Meet the meQuanics — Simon Devitt in Conversation with Rigetti’s Will Zeng
24 April 2018
Simon Devitt of Turing Inc. recently interviewed Will Zeng, Rigetti’s head of quantum cloud services, for a “Meet the meQuanics” podcast. We’ve excerpted a few parts of the wide-ranging conversation below, or you can listen to the full podcast. Responses are lightly edited for clarity.
Motivation for studying quantum computing:
Will: I think the first time I heard about quantum computing was the Scientific American article that Scott Aaronson wrote about the limits of computers. The initial thing that got me interested in quantum was that it has two characteristics that are very rare in combination. The first is that you can work on something that’s very foundational. The foundational aspect of quantum information is that we’re realigning the relationship between physics and information theory, really. That was very, very fascinating. On the other side, while working on that deep foundational problem, you’re also trying to build technology to help people. You have the potential that those are actually the same kind of work. There’s really not a lot of fields like this.

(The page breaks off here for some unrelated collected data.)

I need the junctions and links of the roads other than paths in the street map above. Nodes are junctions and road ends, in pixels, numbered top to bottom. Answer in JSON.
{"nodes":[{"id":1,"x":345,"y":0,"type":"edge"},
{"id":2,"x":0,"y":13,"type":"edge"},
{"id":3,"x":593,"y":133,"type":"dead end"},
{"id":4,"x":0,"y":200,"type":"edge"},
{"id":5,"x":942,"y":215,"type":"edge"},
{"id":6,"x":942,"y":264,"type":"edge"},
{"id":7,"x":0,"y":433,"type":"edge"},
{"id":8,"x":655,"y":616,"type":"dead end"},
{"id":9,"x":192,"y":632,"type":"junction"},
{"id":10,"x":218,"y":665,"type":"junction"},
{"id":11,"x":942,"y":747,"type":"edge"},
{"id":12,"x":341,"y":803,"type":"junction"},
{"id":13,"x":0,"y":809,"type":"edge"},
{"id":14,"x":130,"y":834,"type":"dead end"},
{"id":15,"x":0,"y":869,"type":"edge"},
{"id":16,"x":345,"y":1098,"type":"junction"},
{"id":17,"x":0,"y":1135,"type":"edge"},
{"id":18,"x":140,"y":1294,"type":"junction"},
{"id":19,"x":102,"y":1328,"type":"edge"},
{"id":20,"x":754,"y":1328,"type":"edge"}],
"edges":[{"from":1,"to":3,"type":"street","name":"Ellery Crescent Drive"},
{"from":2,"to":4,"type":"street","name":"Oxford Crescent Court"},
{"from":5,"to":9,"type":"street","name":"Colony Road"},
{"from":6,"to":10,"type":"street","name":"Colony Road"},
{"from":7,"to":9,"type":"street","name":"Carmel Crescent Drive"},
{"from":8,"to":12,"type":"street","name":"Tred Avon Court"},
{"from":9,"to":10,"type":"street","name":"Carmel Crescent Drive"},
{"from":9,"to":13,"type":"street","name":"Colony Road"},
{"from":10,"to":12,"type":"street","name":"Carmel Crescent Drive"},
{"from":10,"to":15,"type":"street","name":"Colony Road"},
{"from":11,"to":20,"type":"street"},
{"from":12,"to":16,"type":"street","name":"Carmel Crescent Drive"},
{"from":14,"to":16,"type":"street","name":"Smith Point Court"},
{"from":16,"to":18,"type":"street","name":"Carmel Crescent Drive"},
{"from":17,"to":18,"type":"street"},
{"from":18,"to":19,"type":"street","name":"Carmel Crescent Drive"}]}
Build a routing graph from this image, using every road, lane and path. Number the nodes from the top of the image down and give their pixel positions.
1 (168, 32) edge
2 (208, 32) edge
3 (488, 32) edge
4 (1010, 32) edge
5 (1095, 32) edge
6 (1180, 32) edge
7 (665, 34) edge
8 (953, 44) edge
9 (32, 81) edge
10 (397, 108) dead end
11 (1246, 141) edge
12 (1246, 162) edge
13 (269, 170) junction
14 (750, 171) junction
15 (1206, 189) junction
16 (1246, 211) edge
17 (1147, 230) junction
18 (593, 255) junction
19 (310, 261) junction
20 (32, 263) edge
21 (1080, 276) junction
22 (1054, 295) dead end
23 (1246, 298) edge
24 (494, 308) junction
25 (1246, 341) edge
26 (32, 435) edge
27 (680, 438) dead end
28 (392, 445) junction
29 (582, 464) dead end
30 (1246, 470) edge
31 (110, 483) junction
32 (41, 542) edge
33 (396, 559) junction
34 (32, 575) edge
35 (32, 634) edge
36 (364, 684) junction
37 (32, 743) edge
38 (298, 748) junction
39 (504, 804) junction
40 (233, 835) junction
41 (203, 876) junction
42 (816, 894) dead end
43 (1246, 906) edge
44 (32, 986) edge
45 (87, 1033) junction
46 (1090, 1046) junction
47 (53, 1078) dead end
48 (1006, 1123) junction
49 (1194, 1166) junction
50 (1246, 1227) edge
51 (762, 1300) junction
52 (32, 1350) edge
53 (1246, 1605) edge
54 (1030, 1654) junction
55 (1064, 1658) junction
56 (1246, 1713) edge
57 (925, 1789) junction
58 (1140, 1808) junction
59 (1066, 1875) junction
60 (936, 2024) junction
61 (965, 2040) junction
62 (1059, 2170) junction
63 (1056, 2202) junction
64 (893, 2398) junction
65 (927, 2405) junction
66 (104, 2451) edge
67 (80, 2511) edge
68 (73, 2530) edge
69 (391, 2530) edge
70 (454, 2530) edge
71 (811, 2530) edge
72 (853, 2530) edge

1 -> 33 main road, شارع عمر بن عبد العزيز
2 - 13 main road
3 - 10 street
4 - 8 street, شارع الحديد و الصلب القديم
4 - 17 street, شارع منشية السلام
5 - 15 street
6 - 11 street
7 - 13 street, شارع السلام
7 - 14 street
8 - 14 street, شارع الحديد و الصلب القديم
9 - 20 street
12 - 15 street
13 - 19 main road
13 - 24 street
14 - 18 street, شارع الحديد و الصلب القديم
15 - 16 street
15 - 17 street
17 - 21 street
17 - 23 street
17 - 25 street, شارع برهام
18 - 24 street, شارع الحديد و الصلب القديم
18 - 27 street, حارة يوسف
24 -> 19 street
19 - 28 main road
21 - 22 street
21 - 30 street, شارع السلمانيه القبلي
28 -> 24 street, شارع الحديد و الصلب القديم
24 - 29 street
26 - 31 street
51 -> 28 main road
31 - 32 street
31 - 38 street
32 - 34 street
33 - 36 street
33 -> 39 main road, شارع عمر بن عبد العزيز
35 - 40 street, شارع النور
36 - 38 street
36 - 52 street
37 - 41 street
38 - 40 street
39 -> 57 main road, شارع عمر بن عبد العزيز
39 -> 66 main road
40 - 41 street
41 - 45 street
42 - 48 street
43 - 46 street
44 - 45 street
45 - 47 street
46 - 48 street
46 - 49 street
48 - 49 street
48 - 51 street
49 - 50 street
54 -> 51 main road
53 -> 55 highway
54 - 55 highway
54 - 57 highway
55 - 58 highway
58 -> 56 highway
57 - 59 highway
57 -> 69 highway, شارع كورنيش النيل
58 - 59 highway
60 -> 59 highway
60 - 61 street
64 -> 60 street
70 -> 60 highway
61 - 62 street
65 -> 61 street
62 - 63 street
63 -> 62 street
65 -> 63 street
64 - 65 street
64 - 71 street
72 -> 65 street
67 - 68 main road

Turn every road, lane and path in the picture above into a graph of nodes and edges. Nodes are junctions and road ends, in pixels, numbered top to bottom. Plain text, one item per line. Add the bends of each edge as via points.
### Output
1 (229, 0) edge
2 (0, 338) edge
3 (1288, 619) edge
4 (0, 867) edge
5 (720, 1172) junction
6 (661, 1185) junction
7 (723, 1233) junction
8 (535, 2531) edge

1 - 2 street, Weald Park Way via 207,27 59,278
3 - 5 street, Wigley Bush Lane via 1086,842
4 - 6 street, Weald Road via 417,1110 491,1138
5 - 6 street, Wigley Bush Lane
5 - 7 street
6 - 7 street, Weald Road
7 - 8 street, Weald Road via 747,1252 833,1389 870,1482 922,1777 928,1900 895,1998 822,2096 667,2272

Rigetti’s hybrid approach:
Will: For us, quantum computers are about the whole system, not only the chip. The whole quantum computer system is classical compute plus quantum compute. When you look at it in the lab, you’ve got a dilution refrigerator with a quantum chip at the bottom, but you’ve also got a control rack with the FPGAs and CPUs, and you can hook it up to other things.
From the ground up, we’ve built our systems to target a hybrid quantum/classical setup which includes not just the chip, but also the racks. That led to one of the things that I’ve had the most fun helping putting together while here, which is the Quil instruction set architecture.
A few words about Quil:
Will: It’s called Quil for “quantum instruction language.” And it’s worth talking about, because Quil is not just another QASM (quantum assembly language). It’s not just another quantum circuit description language.
It’s actually a very opinionated model about quantum computing, which means that it’s not just about the quantum memory. It has a piece of quantum memory and a piece of classical memory. The instructions address both and how they interact with each other.
There are things that you can do in Quil that you can’t represent in quantum circuits. For example, you can parameterize the rotation angle of an RX gate by giving some set of classical bits in the shared classical memory.
Why would you want to do that? Well, what if those bits are themselves set by some measurement that I took somewhere else in the circuit, and I fed forward — I did some classical computation on that, and then I fed forward an answer, and then I determined the angle of a rotation gate that happens later?
That’s the kind of thing that people talk about as classical control. People have talked about classical control with quantum computing for a long time, but we tended not to formalize that as well as we would formalize the quantum circuits.
The Forest development environment:
Will: We hook our hardware up to the cloud where we have a quantum programming development environment called Forest. Forest is the whole development environment, which includes Quil, the input to the hardware.
Forest includes a simulator, a classical simulation of a quantum computer. That’s called the Quantum Virtual Machine. It also takes Quil. It lets you define noise models. It’s very powerful.
And then there’s an API, so you interact with Forest over a cloud API you can authenticate through. There are some client side libraries in different languages. The core one is a Python library called pyQuil, which is Apache v2: it’s on GitHub, open source. It is basically Python code that lets you write Quil programs and send them through the API to run either on the simulator or on our QPUs.
This past December, we launched access to Forest with our 19-qubit processor called Acorn. People have been using the Forest development environment to run programs and execute on the simulator and QPU.
On the client side, we have not only the pyQuil library for development, but also other libraries that have example algorithms. And, we hook up to OpenFermion, which is a very cool open source package that several academic groups, as well as Rigetti and Google, have contributed to, which is doing electronic structure for quantum chemistry. There’s a Forest backend to that, so you can hook up OpenFermion to Forest.
To summarize, Forest is the whole ecosystem of software that lets you develop quantum programs and test them, and then execute them on hardware. There are two overarching principles to Forest. The first is that it’s easy. That’s why it’s in Python, and you can pip install it. The second is that it’s hybrid, where there’s classical compute and quantum compute, and you target both of them.